Far away, in the vast range of mountains that guard Aryavarta against invasions from the north, the great God Shiva lay asleep. Around Him rose the sky-piercing, snowcapped peaks of the mighty Himalayas; and as He slept, His tangled hair, storm tossed, winddriven, was played with by King Frost, and the snow maidens and ice-maidens of His court hung ice-drops on the hairs of head and face. And Shiva slept for many a hundred years, for He was weary; and while He slept the Sun bazed down on the vast plains and slopes and valleys of His land and burned up cruelly the green herbs and glorious trees, for there were at that time no rivers to water the arid soil; and the people cried aloud to Shiva for water, and Shiva slept.

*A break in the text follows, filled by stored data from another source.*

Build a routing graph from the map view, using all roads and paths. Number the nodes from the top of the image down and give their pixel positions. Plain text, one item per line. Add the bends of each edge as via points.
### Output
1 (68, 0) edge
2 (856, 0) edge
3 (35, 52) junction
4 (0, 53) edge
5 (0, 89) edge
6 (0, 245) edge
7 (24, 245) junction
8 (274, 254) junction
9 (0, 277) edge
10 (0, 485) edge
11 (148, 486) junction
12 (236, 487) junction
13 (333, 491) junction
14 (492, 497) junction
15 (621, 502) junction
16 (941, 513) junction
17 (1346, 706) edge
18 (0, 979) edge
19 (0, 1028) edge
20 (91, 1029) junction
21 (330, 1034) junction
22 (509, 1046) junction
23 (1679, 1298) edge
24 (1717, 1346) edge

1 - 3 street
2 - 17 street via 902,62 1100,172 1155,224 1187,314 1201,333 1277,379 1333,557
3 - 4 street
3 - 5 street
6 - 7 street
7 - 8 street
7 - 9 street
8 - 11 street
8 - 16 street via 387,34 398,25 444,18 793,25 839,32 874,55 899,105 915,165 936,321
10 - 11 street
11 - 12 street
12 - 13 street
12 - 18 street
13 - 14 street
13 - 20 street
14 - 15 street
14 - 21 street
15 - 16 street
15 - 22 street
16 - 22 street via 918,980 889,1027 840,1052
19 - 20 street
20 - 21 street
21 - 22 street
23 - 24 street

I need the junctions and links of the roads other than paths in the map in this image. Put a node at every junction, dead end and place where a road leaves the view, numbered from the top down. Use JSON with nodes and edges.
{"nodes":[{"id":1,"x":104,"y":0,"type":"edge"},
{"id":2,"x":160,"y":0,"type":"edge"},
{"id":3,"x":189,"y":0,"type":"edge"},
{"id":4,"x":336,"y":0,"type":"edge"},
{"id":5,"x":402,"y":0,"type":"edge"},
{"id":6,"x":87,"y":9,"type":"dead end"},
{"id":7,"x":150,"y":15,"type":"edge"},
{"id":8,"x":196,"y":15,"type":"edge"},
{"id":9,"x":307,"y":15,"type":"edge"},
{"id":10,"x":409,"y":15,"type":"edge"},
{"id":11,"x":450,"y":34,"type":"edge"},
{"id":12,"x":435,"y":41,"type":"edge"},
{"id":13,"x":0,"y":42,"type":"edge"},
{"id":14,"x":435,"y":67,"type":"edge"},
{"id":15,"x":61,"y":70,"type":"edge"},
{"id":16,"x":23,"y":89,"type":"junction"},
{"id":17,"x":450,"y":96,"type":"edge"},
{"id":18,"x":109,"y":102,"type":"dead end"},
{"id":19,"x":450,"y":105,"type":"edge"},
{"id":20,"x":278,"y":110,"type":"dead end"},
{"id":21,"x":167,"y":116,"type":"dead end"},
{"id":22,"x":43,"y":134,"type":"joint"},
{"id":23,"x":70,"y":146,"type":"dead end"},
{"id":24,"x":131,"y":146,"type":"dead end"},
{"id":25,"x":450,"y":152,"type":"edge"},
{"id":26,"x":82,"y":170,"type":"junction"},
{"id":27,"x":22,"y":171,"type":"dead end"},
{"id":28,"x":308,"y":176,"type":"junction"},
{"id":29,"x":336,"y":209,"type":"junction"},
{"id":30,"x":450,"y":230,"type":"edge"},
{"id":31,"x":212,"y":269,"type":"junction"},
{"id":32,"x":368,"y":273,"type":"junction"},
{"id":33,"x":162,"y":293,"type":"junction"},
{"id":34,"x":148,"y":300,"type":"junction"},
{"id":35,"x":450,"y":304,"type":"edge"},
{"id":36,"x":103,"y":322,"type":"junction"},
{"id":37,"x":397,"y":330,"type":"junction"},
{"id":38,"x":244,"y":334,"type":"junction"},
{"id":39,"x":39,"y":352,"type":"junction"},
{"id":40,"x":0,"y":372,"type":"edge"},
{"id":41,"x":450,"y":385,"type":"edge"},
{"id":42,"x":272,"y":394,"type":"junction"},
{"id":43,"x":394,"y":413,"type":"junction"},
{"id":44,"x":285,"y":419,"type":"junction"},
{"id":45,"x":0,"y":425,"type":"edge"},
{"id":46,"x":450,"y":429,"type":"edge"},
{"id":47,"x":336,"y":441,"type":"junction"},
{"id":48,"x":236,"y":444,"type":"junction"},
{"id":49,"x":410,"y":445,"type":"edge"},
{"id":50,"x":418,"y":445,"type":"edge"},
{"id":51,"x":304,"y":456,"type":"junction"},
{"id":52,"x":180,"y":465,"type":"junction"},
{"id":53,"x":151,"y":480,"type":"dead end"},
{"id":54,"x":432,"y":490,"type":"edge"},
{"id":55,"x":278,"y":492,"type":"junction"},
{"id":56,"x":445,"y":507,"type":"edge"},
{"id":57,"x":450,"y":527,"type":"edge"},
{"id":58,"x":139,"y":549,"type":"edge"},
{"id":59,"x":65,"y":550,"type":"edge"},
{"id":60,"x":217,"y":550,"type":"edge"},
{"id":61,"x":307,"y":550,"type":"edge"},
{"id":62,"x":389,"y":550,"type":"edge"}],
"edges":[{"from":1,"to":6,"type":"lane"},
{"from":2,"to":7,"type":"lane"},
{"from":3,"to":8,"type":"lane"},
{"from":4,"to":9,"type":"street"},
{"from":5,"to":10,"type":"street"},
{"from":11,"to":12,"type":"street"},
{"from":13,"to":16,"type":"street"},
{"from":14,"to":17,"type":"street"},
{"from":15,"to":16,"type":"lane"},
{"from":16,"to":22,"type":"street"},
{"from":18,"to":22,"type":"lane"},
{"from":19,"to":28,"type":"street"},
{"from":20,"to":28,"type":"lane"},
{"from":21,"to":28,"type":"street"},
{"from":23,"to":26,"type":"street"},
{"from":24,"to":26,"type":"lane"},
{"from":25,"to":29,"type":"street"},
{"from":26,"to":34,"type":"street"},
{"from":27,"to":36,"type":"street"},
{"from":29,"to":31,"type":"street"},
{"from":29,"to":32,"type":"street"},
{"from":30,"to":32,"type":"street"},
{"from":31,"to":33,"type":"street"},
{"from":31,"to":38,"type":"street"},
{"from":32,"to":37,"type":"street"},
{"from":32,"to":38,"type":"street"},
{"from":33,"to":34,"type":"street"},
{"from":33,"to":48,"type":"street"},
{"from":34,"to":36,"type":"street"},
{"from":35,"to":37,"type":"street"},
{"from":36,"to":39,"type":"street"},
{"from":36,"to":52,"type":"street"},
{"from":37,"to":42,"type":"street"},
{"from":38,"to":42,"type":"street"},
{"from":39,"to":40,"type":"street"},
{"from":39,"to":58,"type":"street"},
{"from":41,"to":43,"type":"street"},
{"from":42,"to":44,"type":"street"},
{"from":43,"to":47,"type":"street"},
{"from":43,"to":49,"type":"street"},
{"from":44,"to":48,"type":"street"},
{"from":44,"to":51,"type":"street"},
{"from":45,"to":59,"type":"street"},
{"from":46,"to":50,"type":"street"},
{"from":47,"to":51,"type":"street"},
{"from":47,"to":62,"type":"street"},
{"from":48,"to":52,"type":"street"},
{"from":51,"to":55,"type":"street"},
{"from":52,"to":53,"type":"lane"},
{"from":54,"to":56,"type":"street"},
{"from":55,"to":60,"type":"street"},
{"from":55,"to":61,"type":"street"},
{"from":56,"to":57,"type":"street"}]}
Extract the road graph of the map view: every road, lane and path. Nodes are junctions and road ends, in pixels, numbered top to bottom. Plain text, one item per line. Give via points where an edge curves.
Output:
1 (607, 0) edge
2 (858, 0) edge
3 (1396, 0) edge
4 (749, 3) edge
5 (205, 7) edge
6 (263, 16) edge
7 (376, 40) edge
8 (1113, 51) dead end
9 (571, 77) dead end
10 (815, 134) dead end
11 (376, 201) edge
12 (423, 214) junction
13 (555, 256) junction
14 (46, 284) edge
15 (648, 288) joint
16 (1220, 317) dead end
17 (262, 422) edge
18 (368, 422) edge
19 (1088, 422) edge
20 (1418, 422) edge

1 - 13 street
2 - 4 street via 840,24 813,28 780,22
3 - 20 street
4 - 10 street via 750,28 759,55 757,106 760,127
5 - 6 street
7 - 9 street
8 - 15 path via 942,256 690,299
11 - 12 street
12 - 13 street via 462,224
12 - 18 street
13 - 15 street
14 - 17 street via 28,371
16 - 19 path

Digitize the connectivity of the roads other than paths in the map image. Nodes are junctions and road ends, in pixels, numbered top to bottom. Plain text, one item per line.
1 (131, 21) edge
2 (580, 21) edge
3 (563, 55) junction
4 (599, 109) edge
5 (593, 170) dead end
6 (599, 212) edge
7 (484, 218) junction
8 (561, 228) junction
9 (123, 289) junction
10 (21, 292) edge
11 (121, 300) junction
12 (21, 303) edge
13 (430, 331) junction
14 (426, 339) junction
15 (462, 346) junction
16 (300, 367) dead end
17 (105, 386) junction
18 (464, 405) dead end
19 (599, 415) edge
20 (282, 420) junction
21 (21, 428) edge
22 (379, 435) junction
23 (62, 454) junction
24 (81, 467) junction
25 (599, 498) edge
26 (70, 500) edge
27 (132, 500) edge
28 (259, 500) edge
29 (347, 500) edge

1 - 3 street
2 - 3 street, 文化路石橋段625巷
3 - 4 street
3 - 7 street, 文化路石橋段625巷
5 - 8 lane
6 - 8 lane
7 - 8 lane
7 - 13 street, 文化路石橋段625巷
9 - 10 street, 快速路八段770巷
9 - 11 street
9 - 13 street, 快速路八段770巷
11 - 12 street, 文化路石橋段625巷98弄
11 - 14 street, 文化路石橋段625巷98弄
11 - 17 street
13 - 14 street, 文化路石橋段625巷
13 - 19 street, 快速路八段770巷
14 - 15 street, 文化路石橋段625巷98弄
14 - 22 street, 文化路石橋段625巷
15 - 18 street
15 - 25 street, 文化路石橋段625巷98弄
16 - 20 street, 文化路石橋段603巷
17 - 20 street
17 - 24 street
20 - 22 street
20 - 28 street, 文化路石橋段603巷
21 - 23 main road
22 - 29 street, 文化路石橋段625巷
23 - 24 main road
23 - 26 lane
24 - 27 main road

Now in the mountains there lived a great King, King Himavat, with his fair wife Mena, mother of winged Mainaka, and of a lovely maiden, whom they named Ganga. As Ganga one day wandered through her father's snowy realm, she came to a beautiful ice-cavern that she had never seen berfore. Long icicles hung from the glittering walls; pillars of ice held up the lofty roof; and as she stood at the mouth, peeping in timidly, a ray of sunlight flashed past her into the cavern, and painted its seven colors on point; and arch, and shaft. Ganga clapped, her white hands with delight, and ran into the cavern; and there she stayed, while they searched for her high and low, and never dreamed of looking in the tangles of Shiva's hair, wherein the exquisite, ice-cavern had been formed. At last Himavat and Mena went to look for her, and chid her gently for her mischief when they found her; but when she showed them the fairy cavern they forgave her, and the three made there for many a year.
But one day Himavat returned from a journey, and his heart was heavy and his face sad. "What ails you, King and husband?" whispered Mena quietly, and Ganga nestled on her father's knee, and wound her soft arms round his neck. And the King spoke:
"The land suffers grievously for want of water, the crops are shrivelled, the cattle are wasting, men and women try in vain to still the moaning of their little ones. Shiva sleeps and heeds not the misery, and there is no help in Gods for men".
He paused, and no woed broke the silence; yet hush! surely a soft breeze whispered, through the ice-cavern; from Ganga's golden hair dropped sweet water, as the ice-wreath wherewith she had crowned herself slowly melted round her head. Himavat looked at her and covered his face, and she whispered in his ears: "Is there no help for men?"
Then he raised his heavy eyes, tear-laden, and looked upon his child: "Aye, Ganga, there is help, but it is hard to win. If a maiden pure as ice and white as snow would leave her home, and go and dwell for ever in the sultry plains, then from her life freely given would flow life for the perishing people, and her name would be sacred and beloved by all in Aryavarta."
And Ganga knew that her great father bad her take this work on her fair shoulders; but she turned away and hid herself in the recesses of her ice-cavern, and would not go forth. And ever the cry of ther dying people went up to sky like burnished brass, and their wail reached Ganga in her cavern; but still she would not move.
And her father bade her go; and her mother, weeping, prayed her to give life for men; still Ganga would not move. But one day Himavat came in, with a child dying in his arms; the soft skin was blistered with the heat, the little lips black and parched, the mouth open, the eyes fixed and glassy; and Himavat laid the child on Ganga's lap, and said: "It dies of thirst." As Ganga bent over the little face, a drop of water fell from her hair on the parched lips, and the rose-red color flashed back into them, and the baby opened its eyes an laughed for joy. Ganga sprang to her feet: "Aye, I will go, father, mother, I will go to save the perishing people, and to bring joy to the little ones who die for lack of water."
And the beauty of a great sacrifice came into her face, as she turned to the mouth of the ice-cavern, where she had dwelt in her innocent but selfish joy. And as she left the cavern there was a change, and the fair storm melted away, and the golden-bright hair and white hands vanished, and a stream of pured soft water, with white flicks foam, danced over a bed of golden-bright sand, and the water whispered as it ran: "I am Ganga,Ganga, and I go to bless the thirsty plains, and to carry life to those dying for my stream".
And wherever Ganga turned, flowers sprang up to welcome her, and stately trees bowed over her waters, and fainting cattle grew strong as they stood knee-deep in her shallows, and children romped and played with her wavelets, and strong men bathed in her torrents, and fair women laved their bodies in her pools. And Ganga the Maiden became Ganga the Mother, giver of life and joy and fertility to the broad plains of Aryavarta.
So the life that was given became the source of life throughout the great Hindu land; and as she rolls ever towards the sea, Ganga murmurs to herself: "To give oneself for others is duty; to spread happiness around one's steps for others to gather up is truest joy."
And to this day the Hindu, dying afar off from the sacred river, prays that his ashes may be thrown into Ganga's red-brown depths; and dying lips cry with their last breath: "Ganga, Ganga"; and dying eyes fix their last look on Ganga's broad pure stream.